Em 3/4/2020, o Centro de Operações de Emergências do Ministério considerou que a pandemia é dividida em quatro fases epidêmicas: transmissão localizada, aceleração descontrolada, desaceleração e controle. Nessa data, o país se encontrava na fase de transmissão localizada (comunitária), com alguns locais passando para a fase de aceleração descontrolada e reconheceu que as estratégias de distanciamento social aplicadas pelos Estados e o Distrito Federal estão de acordo com as recomendações de órgãos internacionais, como a OMS, bem como do próprio Ministério da Saúde. Registra a preocupação com a falta de EPIs para profissionais de saúde, cuja compra e distribuição atrasou por questões logísticas. Recomenda para as unidades da Federação que implementaram medidas de distanciamento social ampliado que mantenham essas medidas até que o suprimento de equipamentos (leitos, EPI, respiradores e testes laboratoriais) e equipes de saúde (médicos, enfermeiros, demais profissionais de saúde e outros) estejam disponíveis em quantitativo suficiente, de forma a promover, com segurança, a transição para a estratégia de distanciamento social seletivo. Ademais, prossegue o MS apoiando os estudos clínicos para avaliação de drogas como a cloroquina, antirretrovirais e outras classes de medicamentos no tratamento de casos de COVID-19.

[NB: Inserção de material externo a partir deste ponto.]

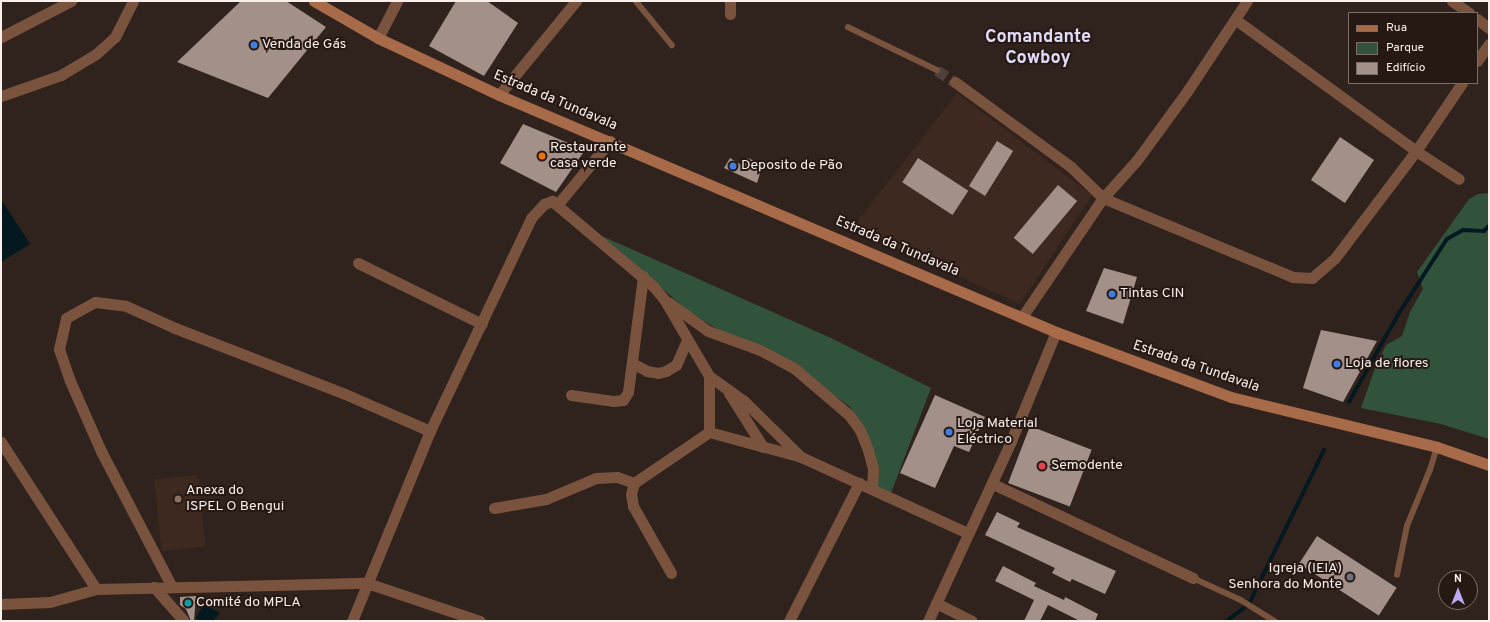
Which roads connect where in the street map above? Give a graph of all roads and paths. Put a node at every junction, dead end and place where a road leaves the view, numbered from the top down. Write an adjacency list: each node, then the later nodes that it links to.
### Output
1 (71, 1): 16 (street)
2 (133, 1): 25 (street)
3 (397, 1): 17 (street)
4 (576, 1): 24 (street)
5 (636, 1): 19 (lane)
6 (730, 1): 11 (street)
7 (1247, 1): 12 (street)
8 (1452, 1): 10 (street)
9 (316, 2): 17 (main road, Estrada da Tundavala)
10 (1468, 12)
11 (730, 14)
12 (1236, 20): 27 (street); 29 (street)
13 (1478, 20): 15 (street)
14 (848, 27): 21 (lane)
15 (1489, 28)
16 (1, 37)
17 (378, 38): 24 (main road, Estrada da Tundavala)
18 (1489, 44): 20 (street)
19 (672, 45)
20 (1478, 60)
21 (937, 70)
22 (955, 82): 29 (street)
23 (1461, 84): 27 (street)
24 (499, 95): 26 (main road, Estrada da Tundavala)
25 (1, 96)
26 (610, 141): 30 (street); 34 (main road, Estrada da Tundavala)
27 (1416, 151): 28 (street); 29 (street)
28 (1459, 179)
29 (1103, 198): 34 (street)
30 (558, 204): 32 (street); 35 (street)
31 (358, 263): 35 (street)
32 (643, 276): 33 (street); 38 (street)
33 (664, 299): 37 (street); 52 (street)
34 (1022, 317): 36 (main road, Estrada da Tundavala)
35 (482, 324): 42 (street)
36 (1056, 332): 46 (main road, Estrada da Tundavala); 51 (street)
37 (687, 340): 38 (street); 39 (street)
38 (632, 363): 41 (street)
39 (709, 376): 40 (street); 43 (street)
40 (726, 389): 45 (street); 47 (street)
41 (572, 395)
42 (430, 431): 58 (street); 60 (street)
43 (709, 432): 45 (street); 49 (street)
44 (1, 442): 61 (street)
45 (763, 447): 47 (street)
46 (1436, 447): 48 (main road, Estrada da Tundavala); 56 (lane)
47 (801, 457): 50 (street)
48 (1489, 465)
49 (634, 483): 53 (street); 55 (street)
50 (860, 483): 52 (street); 67 (street)
51 (993, 484): 54 (street); 57 (street)
52 (872, 488): 54 (street)
53 (494, 508)
54 (968, 533): 62 (street)
55 (671, 573)
56 (1397, 575)
57 (1193, 578): 70 (lane)
58 (367, 584): 60 (street); 65 (street); 66 (street)
59 (154, 587): 60 (street); 61 (street); 64 (street)
60 (172, 587)
61 (96, 589): 63 (street)
62 (936, 603): 68 (street); 69 (street)
63 (1, 604)
64 (184, 621)
65 (352, 621)
66 (480, 621)
67 (789, 621)
68 (928, 621)
69 (972, 621)
70 (1274, 621)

Infelizmente, o trabalho realizado pelo Ministério da Saúde, sob a direção de Luiz Henrique Mandetta e sua equipe, encontrou grandes obstáculos, dentro do próprio Poder Executivo. As medidas de prevenção e de esclarecimento da população sobre a necessidade de respeito às normas de isolamento ou distanciamento social, orientadas pela ciência e pela experiência de outros países, têm sido expressamente desqualificadas e, muitas vezes, ridicularizadas em manifestações públicas pelo presidente da República, contrariando o conteúdo dos documentos legais que levam sua assinatura. Entre o papel e o verbo, prefere fazer valer este último – o que repercute na população, que acaba se convencendo, por falta de maiores conhecimentos, de que a pandemia não necessita de atenção especial e que a vida pode seguir normalmente. O discurso repetido de autoridade, no caso, de presidente da República, tem força formadora de opinião e, portanto, em questão de saúde pública, como nesta pandemia, pode levar a consequências graves, em termos de doenças, sequelas e perdas de vida. As declarações públicas verbais e nas redes sociais, quando desconformes com a lei e a ciência, constituem também atos administrativos que infringem a lei e, pois, passíveis de responsabilidade de caráter penal e administrativo.
Além de pobres, as políticas adotadas em forma de auxílio emergencial ou outras formas de incentivo para a população em geral e, em especial, da mais necessitada, são ineficientes no valor e na rapidez de pagamento, tornando o distanciamento social uma angústia maior. Os países desenvolvidos e democráticos agiram com mais presteza e, desta forma, facilitaram a adesão à quarentena.
O cenário está desolador com a mudança de Ministro da Saúde em plena pandemia, ataques constantes aos Poderes com a personificação de inimigos imaginários, enquanto aguardamos novos dados de vítimas da pandemia no meio da negação repetida de sua existência por quem deveria assumir o papel de defesa da população no país que se ufana em ser a nona economia no mundo...
Marie Madeleine Hutyra de Paula Lima é membro do IBAP, Advogada; Mestre em Direito Constitucional (PUC), Mestre em Ciências (Patologia Social) FESPSP e membro do Conselho Fiscal do IBAP.